An Introduction to Non-Classical Logic: From If to Is

 

Part I:

Propositional Logic

 

11.

Fuzzy Logics

 

11.2

Sorites Paradoxes

 

 

 

 

Brief summary:

(11.2.1) Priest first illustrates the sorites paradox. A person begins at age five and is thus a child. One second after that the person is still a child. Thus also one second after that new second the person is still a child. No additional second will cause the child to definitively cease being a child and start being an adult.

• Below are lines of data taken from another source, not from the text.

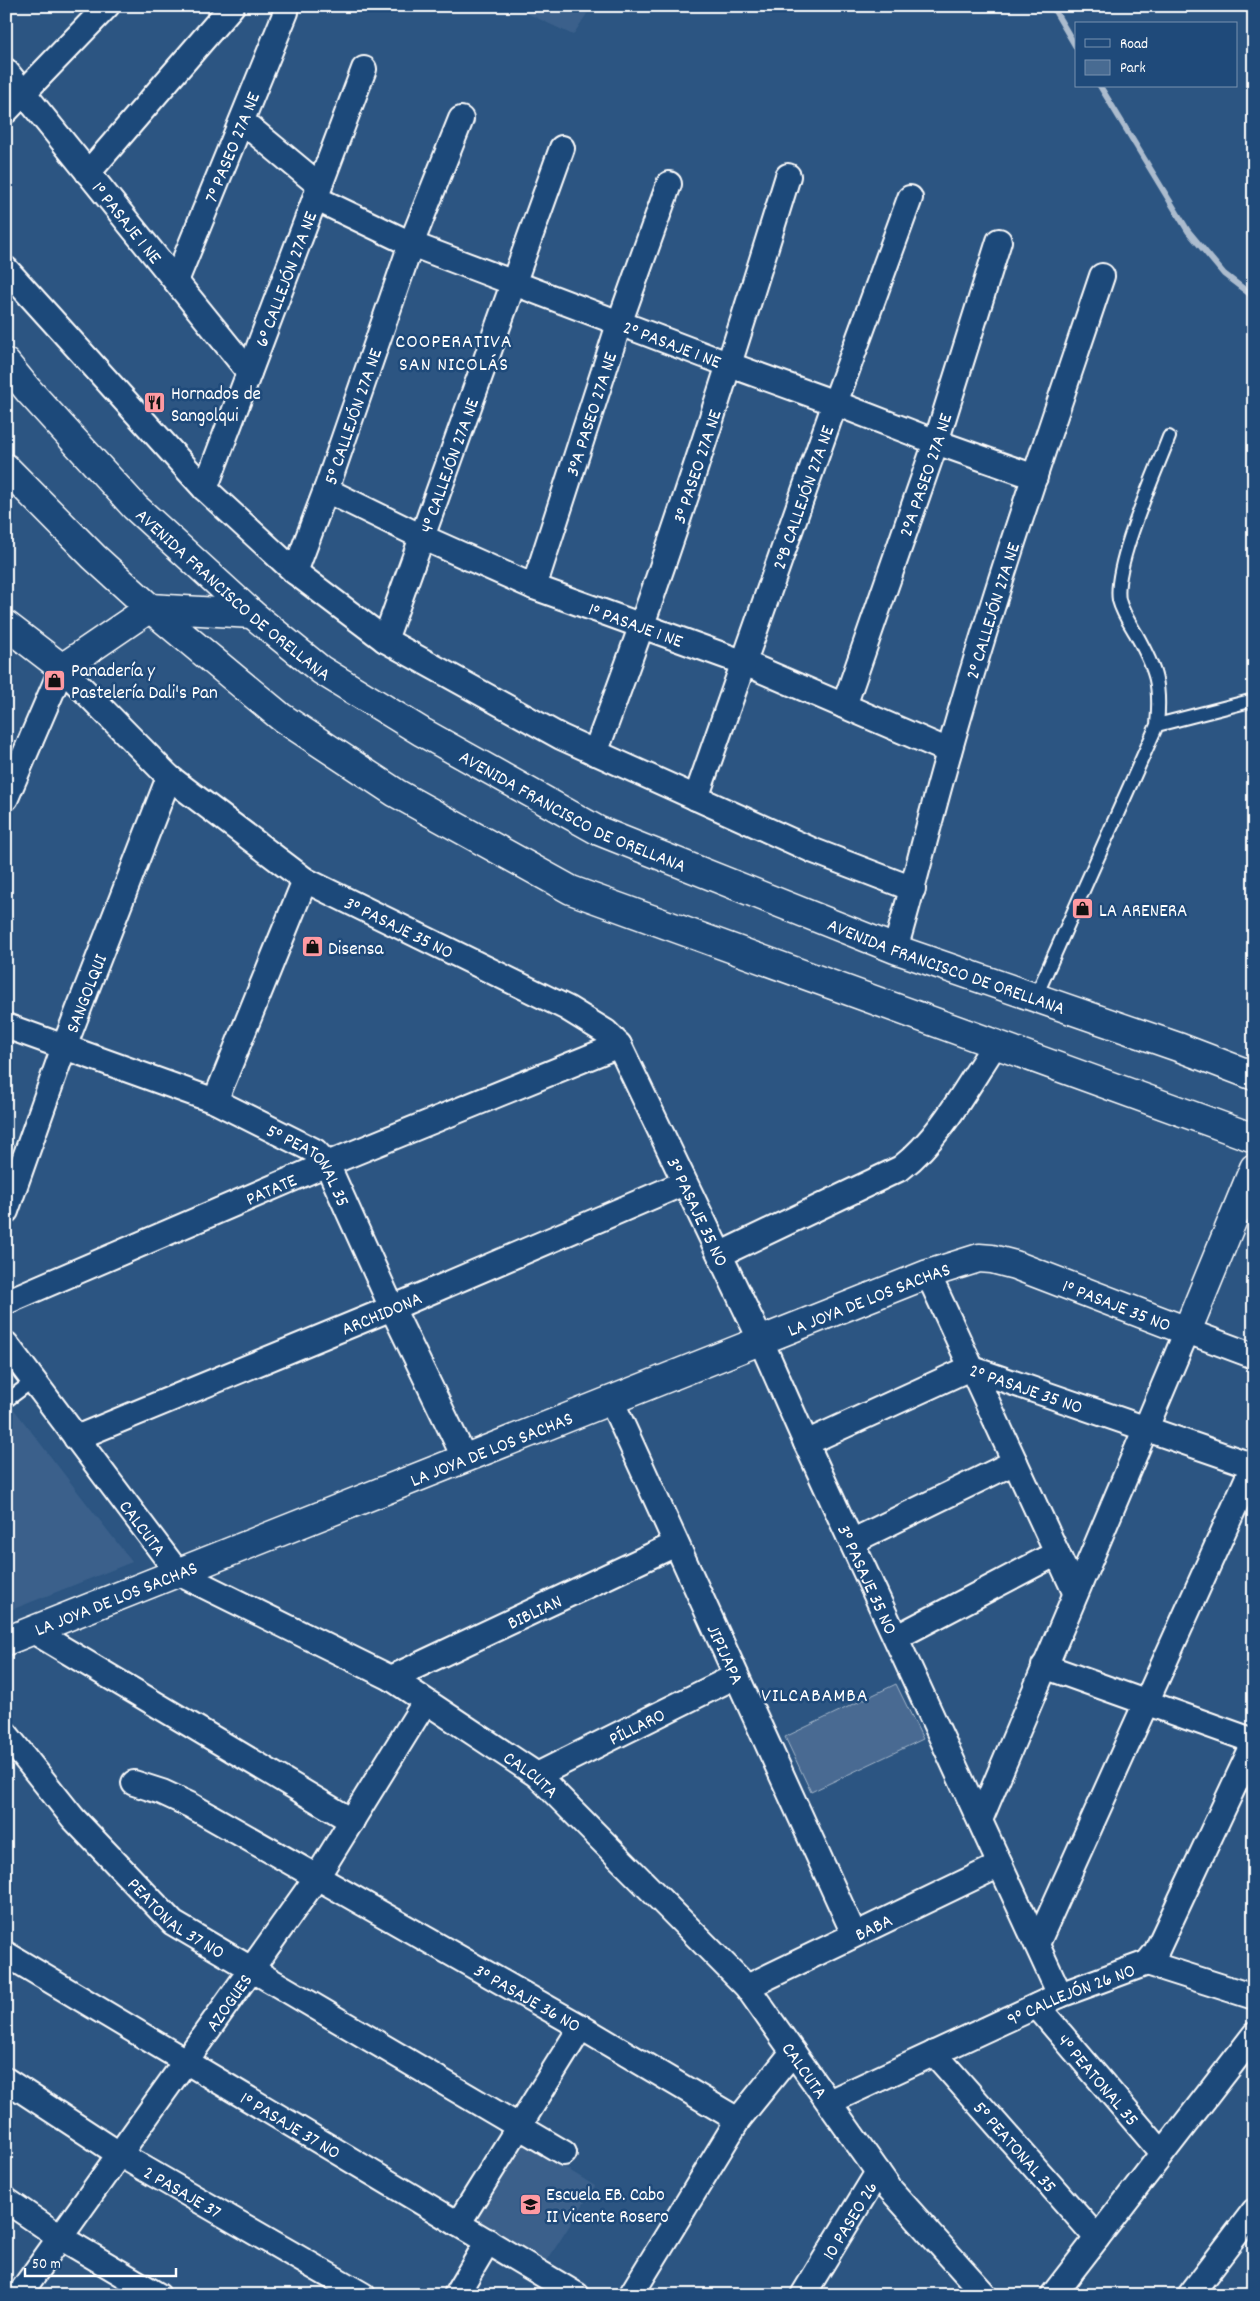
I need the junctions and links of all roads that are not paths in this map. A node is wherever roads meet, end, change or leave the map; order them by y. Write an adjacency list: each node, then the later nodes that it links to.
1 (232, 6): 11 (street)
2 (101, 8): 6 (street)
3 (286, 12): 9 (street, 7° PASEO 27A NE)
4 (364, 69): 14 (street, 6° CALLEJÓN 27A NE)
5 (6, 71): 6 (street, 1° PASAJE 1 NE)
6 (24, 94): 7 (street); 11 (street, 1° PASAJE 1 NE)
7 (6, 111)
8 (461, 119): 17 (street, 5° CALLEJÓN 27A NE)
9 (243, 122): 14 (street, 2° PASAJE 1 NE); 20 (street, 7° PASEO 27A NE)
10 (562, 148): 21 (street, 4° CALLEJÓN 27A NE)
11 (88, 173): 20 (street, 1° PASAJE 1 NE)
12 (788, 176): 24 (street, 3° PASEO 27A NE)
13 (669, 184): 22 (street, 3°A PASEO 27A NE)
14 (317, 192): 17 (street, 2° PASAJE 1 NE); 25 (street, 6° CALLEJÓN 27A NE)
15 (910, 198): 26 (street, 2°B CALLEJÓN 27A NE)
16 (999, 241): 28 (street, 2°A PASEO 27A NE)
17 (411, 244): 21 (street, 2° PASAJE 1 NE); 32 (street, 5° CALLEJÓN 27A NE)
18 (6, 269): 31 (street)
19 (1102, 276): 30 (street, 2° CALLEJÓN 27A NE)
20 (176, 281): 25 (street, 1° PASAJE 1 NE)
21 (514, 282): 22 (street, 2° PASAJE 1 NE); 33 (street, 4° CALLEJÓN 27A NE)
22 (619, 324): 24 (street, 2° PASAJE 1 NE); 35 (street, 3°A PASEO 27A NE)
23 (6, 362): 37 (main road, AVENIDA FRANCISCO DE ORELLANA)
24 (730, 365): 26 (street, 2° PASAJE 1 NE); 39 (street, 3° PASEO 27A NE)
25 (249, 372): 31 (street, 6° CALLEJÓN 27A NE)
26 (835, 403): 28 (street, 2° PASAJE 1 NE); 41 (street, 2°B CALLEJÓN 27A NE)
27 (1169, 437): 45 (lane)
28 (936, 442): 30 (street, 2° PASAJE 1 NE); 44 (street, 2°A PASEO 27A NE)
29 (6, 468): 36 (main road)
30 (1035, 477): 46 (street, 2° CALLEJÓN 27A NE)
31 (205, 489): 34 (street)
32 (326, 490): 33 (street, 1° PASAJE 1 NE); 34 (street, 5° CALLEJÓN 27A NE)
33 (422, 537): 35 (street, 1° PASAJE 1 NE); 40 (street, 4° CALLEJÓN 27A NE)
34 (295, 572): 40 (street)
35 (534, 586): 39 (street, 1° PASAJE 1 NE)
36 (150, 608): 37 (main road); 42 (main road); 56 (main road)
37 (252, 614): 53 (main road, AVENIDA FRANCISCO DE ORELLANA)
38 (6, 624): 42 (main road)
39 (643, 625): 41 (street, 1° PASAJE 1 NE); 47 (street, 3° PASEO 27A NE)
40 (385, 640): 47 (street)
41 (742, 662): 44 (street, 1° PASAJE 1 NE); 50 (street, 2°B CALLEJÓN 27A NE)
42 (62, 668): 48 (street, 3° PASAJE 35 NO); 49 (street)
43 (1254, 700): 45 (lane)
44 (844, 706): 46 (street, 1° PASAJE 1 NE)
45 (1157, 725): 54 (lane)
46 (949, 751): 52 (street, 2° CALLEJÓN 27A NE)
47 (595, 753): 50 (street)
48 (169, 776): 51 (street, 3° PASAJE 35 NO); 58 (street, SANGOLQUI)
49 (6, 798)
50 (696, 798): 52 (street)
51 (304, 880): 57 (street, 3° PASAJE 35 NO); 60 (street)
52 (913, 890): 53 (street, 2° CALLEJÓN 27A NE)
53 (895, 949): 54 (main road, AVENIDA FRANCISCO DE ORELLANA)
54 (1035, 998): 59 (main road, AVENIDA FRANCISCO DE ORELLANA)
55 (6, 1026): 58 (street, 5° PEATONAL 35)
56 (996, 1043): 61 (main road); 66 (street)
57 (619, 1045): 62 (street, PATATE); 64 (street, 3° PASAJE 35 NO)
58 (64, 1047): 60 (street, 5° PEATONAL 35); 65 (street, SANGOLQUI)
59 (1254, 1076)
60 (215, 1101): 62 (street, 5° PEATONAL 35)
61 (1254, 1138)
62 (327, 1164): 69 (street, PATATE); 70 (street, 5° PEATONAL 35)
63 (1254, 1168): 71 (main road)
64 (684, 1183): 66 (street, 3° PASAJE 35 NO); 70 (street, ARCHIDONA)
65 (6, 1211)
66 (721, 1254): 72 (street, 3° PASAJE 35 NO)
67 (979, 1258): 68 (main road, LA JOYA DE LOS SACHAS); 71 (main road, 1° PASAJE 35 NO)
68 (928, 1274): 72 (main road, LA JOYA DE LOS SACHAS); 75 (street)
69 (6, 1302)
70 (392, 1308): 80 (street, ARCHIDONA); 82 (street, 5° PEATONAL 35)
71 (1187, 1330): 74 (street, 1° PASAJE 35 NO); 79 (street)
72 (761, 1341): 77 (main road, LA JOYA DE LOS SACHAS); 81 (street, 3° PASAJE 35 NO)
73 (6, 1344): 76 (street, CALCUTA)
74 (1254, 1356)
75 (970, 1368): 79 (street, 2° PASAJE 35 NO); 81 (street, 2° PASAJE 35 NO); 83 (street)
76 (34, 1380): 78 (lane); 80 (street, CALCUTA)
77 (611, 1400): 82 (main road, LA JOYA DE LOS SACHAS); 86 (street, JIPIJAPA)
78 (6, 1401)
79 (1144, 1429): 84 (street, 2° PASAJE 35 NO); 89 (street)
80 (76, 1438): 88 (street, CALCUTA)
81 (806, 1443): 85 (street, 3° PASAJE 35 NO)
82 (465, 1459): 88 (main road, LA JOYA DE LOS SACHAS)
83 (1015, 1462): 85 (street); 87 (street)
84 (1253, 1466): 97 (street)
85 (852, 1541): 91 (street, 3° PASAJE 35 NO)
86 (676, 1544): 94 (street, JIPIJAPA); 95 (street, BIBLIAN)
87 (1057, 1553): 89 (street); 91 (street)
88 (178, 1573): 90 (main road, LA JOYA DE LOS SACHAS); 95 (street, CALCUTA)
89 (1075, 1592): 93 (street)
90 (33, 1631): 92 (main road, LA JOYA DE LOS SACHAS); 103 (street)
91 (897, 1637): 102 (street, 3° PASAJE 35 NO)
92 (6, 1641)
93 (1044, 1666): 97 (street); 102 (street)
94 (736, 1676): 100 (street, PÍLLARO); 106 (street, JIPIJAPA)
95 (391, 1678): 96 (street, CALCUTA)
96 (425, 1702): 100 (street, CALCUTA); 103 (street, AZOGUES)
97 (1146, 1702): 99 (street); 107 (street)
98 (6, 1734): 110 (street, PEATONAL 37 NO)
99 (1254, 1742): 109 (street, 9° CALLEJÓN 26 NO)
100 (537, 1775): 111 (street, CALCUTA)
101 (134, 1783): 105 (street, 3° PASAJE 36 NO)
102 (980, 1820): 104 (street, 3° PASAJE 35 NO)
103 (352, 1821): 105 (street, AZOGUES)
104 (1000, 1864): 106 (street, BABA); 107 (street, 3° PASAJE 35 NO)
105 (317, 1877): 110 (street, AZOGUES); 115 (street, 3° PASAJE 36 NO)
106 (854, 1934): 111 (street, BABA)
107 (1036, 1944): 112 (street, 3° PASAJE 35 NO)
108 (6, 1954): 119 (street, 1° PASAJE 37 NO)
109 (1147, 1963): 112 (street, 9° CALLEJÓN 26 NO); 113 (street)
110 (250, 1969): 119 (street, AZOGUES); 123 (street, PEATONAL 37 NO)
111 (747, 1987): 117 (street, CALCUTA)
112 (1060, 1995): 114 (street, 9° CALLEJÓN 26 NO)
113 (1254, 1997)
114 (1037, 2006): 118 (street, 9° CALLEJÓN 26 NO); 125 (street, 4° PEATONAL 35)
115 (581, 2027): 122 (street, 3° PASAJE 36 NO); 123 (street)
116 (1254, 2035): 125 (street)
117 (793, 2052): 121 (street, CALCUTA); 122 (street)
118 (934, 2053): 121 (street, 9° CALLEJÓN 26 NO); 132 (street, 5° PEATONAL 35)
119 (185, 2061): 126 (street, AZOGUES); 130 (street, 1° PASAJE 37 NO)
120 (6, 2080): 126 (street, 2 PASAJE 37)
121 (828, 2102): 127 (street, CALCUTA)
122 (738, 2120): 139 (street)
123 (518, 2128): 124 (street, PEATONAL 37 NO); 130 (street)
124 (564, 2153)
125 (1162, 2153): 132 (street)
126 (119, 2154): 131 (street, AZOGUES); 136 (street, 2 PASAJE 37)
127 (878, 2172): 140 (street, 10 PASEO 26); 141 (street, CALCUTA)
128 (6, 2200): 131 (street)
129 (1254, 2211): 143 (street)
130 (458, 2224): 133 (street, 1° PASAJE 37 NO)
131 (60, 2238): 134 (street, AZOGUES); 135 (street)
132 (1097, 2238): 142 (street)
133 (488, 2241): 137 (street); 138 (street, 1° PASAJE 37 NO)
134 (19, 2295)
135 (158, 2295)
136 (363, 2295)
137 (456, 2295)
138 (577, 2295)
139 (631, 2295)
140 (803, 2295)
141 (985, 2295)
142 (1053, 2295)
143 (1190, 2295)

However, after 30 years, we know that the person is now an adult. (11.2.2) The sorites paradox results from vague predicates like “is a child,” where , “very small changes to an object (in this case, a person) seem to have no effect on the applicability of the predicate” (221). (11.2.3) Many other vague predicates, like “is tall,” “is drunk,” “is red,” “is a heap,” and even “is dead,” can all be used to construct sorites paradoxes. (11.2.4) We can structure the sorites paradox as a chain of modus ponens inferences where we say that something begins at a certain state at a certain time, and next that if something is so at that time it is so in the next second, and we repeat that indefinitely, never arriving upon the state we know it will change into.

 

 

 

 

 

Contents

 

11.2.1

[Sorites’ Paradox Age Illustration]

 

11.2.2

[Vague Predicates Causing the Sorites Paradox]

 

11.2.3

[Other Vague Predicates]

 

11.2.4

[The Inferential Structure of Sorites Paradoxes]

 

 

 

 

 

Summary

 

11.2.1

[Sorites’ Paradox Age Illustration]

 

[Priest first illustrates the sorites paradox. A person begins at age five and is thus a child. One second after that the person is still a child. Thus also one second after that new second the person is still a child. No additional second will cause the child to definitively cease being a child and start being an adult. However, after 30 years, we know that the person is now an adult.]

 

[Priest first illustrates the sorites paradox. (He gives a similar example in his book Logic: A Very Short Introduction, chap.10.) Here we have a graduated transition between two distinct and exclusive states, where there seems to be no way to know when along the transition it can be said that the change of state happens; or rather, we cannot on the basis of the addition of each small alteration induce that the alternate state will ever be attained.]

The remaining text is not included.